What is needed: Your answer should consist of the lines in the following data that contain "ANTON".

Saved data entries
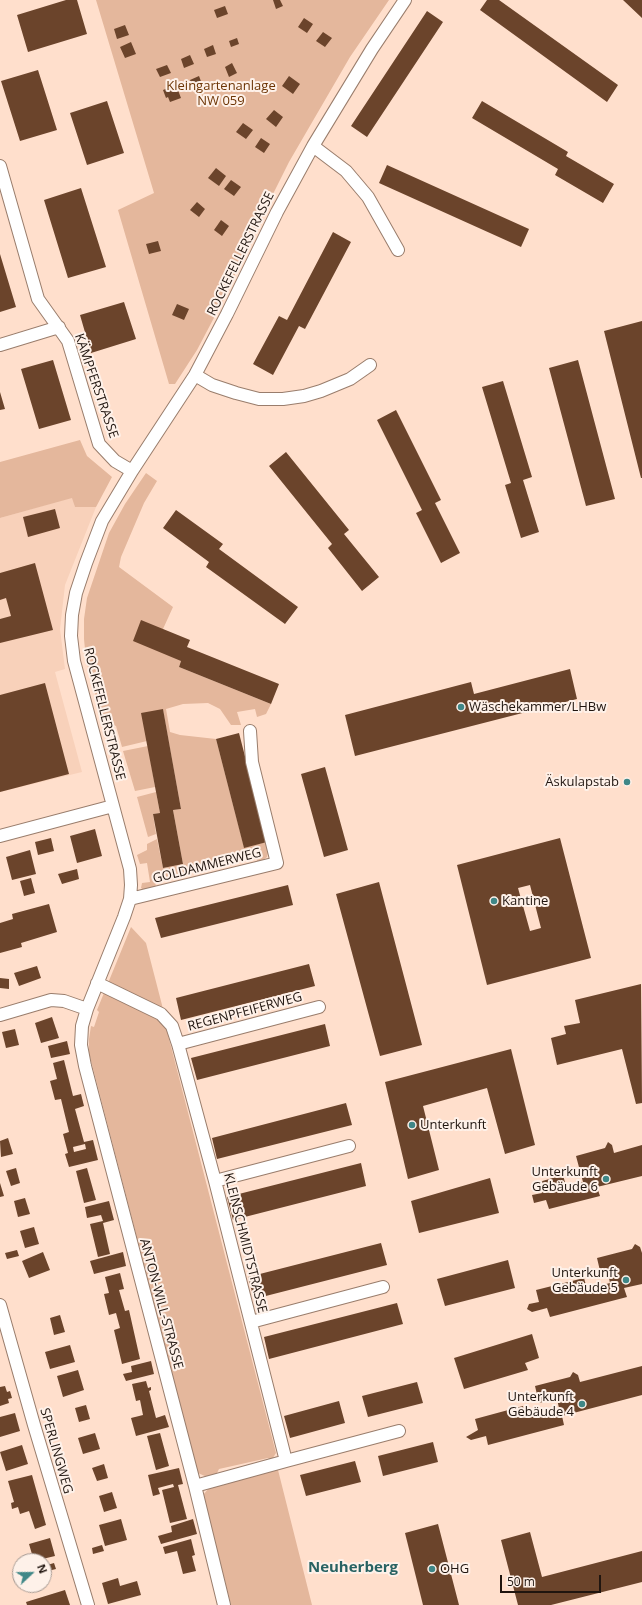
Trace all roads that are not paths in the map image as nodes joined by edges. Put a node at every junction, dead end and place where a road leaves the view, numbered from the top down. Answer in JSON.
{"nodes":[{"id":1,"x":404,"y":0,"type":"edge"},
{"id":2,"x":313,"y":146,"type":"junction"},
{"id":3,"x":0,"y":166,"type":"edge"},
{"id":4,"x":398,"y":250,"type":"dead end"},
{"id":5,"x":59,"y":327,"type":"junction"},
{"id":6,"x":0,"y":344,"type":"edge"},
{"id":7,"x":370,"y":365,"type":"dead end"},
{"id":8,"x":195,"y":375,"type":"junction"},
{"id":9,"x":132,"y":472,"type":"junction"},
{"id":10,"x":250,"y":731,"type":"dead end"},
{"id":11,"x":112,"y":806,"type":"junction"},
{"id":12,"x":0,"y":836,"type":"edge"},
{"id":13,"x":130,"y":900,"type":"junction"},
{"id":14,"x":97,"y":983,"type":"junction"},
{"id":15,"x":319,"y":1007,"type":"dead end"},
{"id":16,"x":87,"y":1009,"type":"junction"},
{"id":17,"x":0,"y":1015,"type":"edge"},
{"id":18,"x":178,"y":1044,"type":"junction"},
{"id":19,"x":349,"y":1146,"type":"dead end"},
{"id":20,"x":215,"y":1181,"type":"junction"},
{"id":21,"x":383,"y":1287,"type":"dead end"},
{"id":22,"x":0,"y":1305,"type":"edge"},
{"id":23,"x":251,"y":1322,"type":"junction"},
{"id":24,"x":399,"y":1431,"type":"dead end"},
{"id":25,"x":286,"y":1461,"type":"junction"},
{"id":26,"x":195,"y":1486,"type":"junction"},
{"id":27,"x":88,"y":1605,"type":"edge"},
{"id":28,"x":224,"y":1605,"type":"edge"}],
"edges":[{"from":1,"to":2,"type":"street","name":"ROCKEFELLERSTRASSE"},
{"from":2,"to":4,"type":"street"},
{"from":2,"to":8,"type":"street","name":"ROCKEFELLERSTRASSE"},
{"from":3,"to":5,"type":"street","name":"KÄMPFERSTRASSE"},
{"from":5,"to":6,"type":"street"},
{"from":5,"to":9,"type":"street","name":"KÄMPFERSTRASSE"},
{"from":7,"to":8,"type":"street"},
{"from":8,"to":9,"type":"street","name":"ROCKEFELLERSTRASSE"},
{"from":9,"to":11,"type":"street","name":"ROCKEFELLERSTRASSE"},
{"from":10,"to":13,"type":"street","name":"GOLDAMMERWEG"},
{"from":11,"to":12,"type":"street"},
{"from":11,"to":13,"type":"street","name":"ROCKEFELLERSTRASSE"},
{"from":13,"to":14,"type":"street","name":"ROCKEFELLERSTRASSE"},
{"from":14,"to":16,"type":"street","name":"ROCKEFELLERSTRASSE"},
{"from":14,"to":18,"type":"street","name":"KLEINSCHMIDTSTRASSE"},
{"from":15,"to":18,"type":"street","name":"REGENPFEIFERWEG"},
{"from":16,"to":17,"type":"street"},
{"from":16,"to":26,"type":"street","name":"ANTON-WILL-STRASSE"},
{"from":18,"to":20,"type":"street","name":"KLEINSCHMIDTSTRASSE"},
{"from":19,"to":20,"type":"street"},
{"from":20,"to":23,"type":"street","name":"KLEINSCHMIDTSTRASSE"},
{"from":21,"to":23,"type":"street"},
{"from":22,"to":27,"type":"street","name":"SPERLINGWEG"},
{"from":23,"to":25,"type":"street","name":"KLEINSCHMIDTSTRASSE"},
{"from":24,"to":25,"type":"street"},
{"from":25,"to":26,"type":"street"},
{"from":26,"to":28,"type":"street","name":"ANTON-WILL-STRASSE"}]}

Result:
{"from":16,"to":26,"type":"street","name":"ANTON-WILL-STRASSE"},
{"from":26,"to":28,"type":"street","name":"ANTON-WILL-STRASSE"}]}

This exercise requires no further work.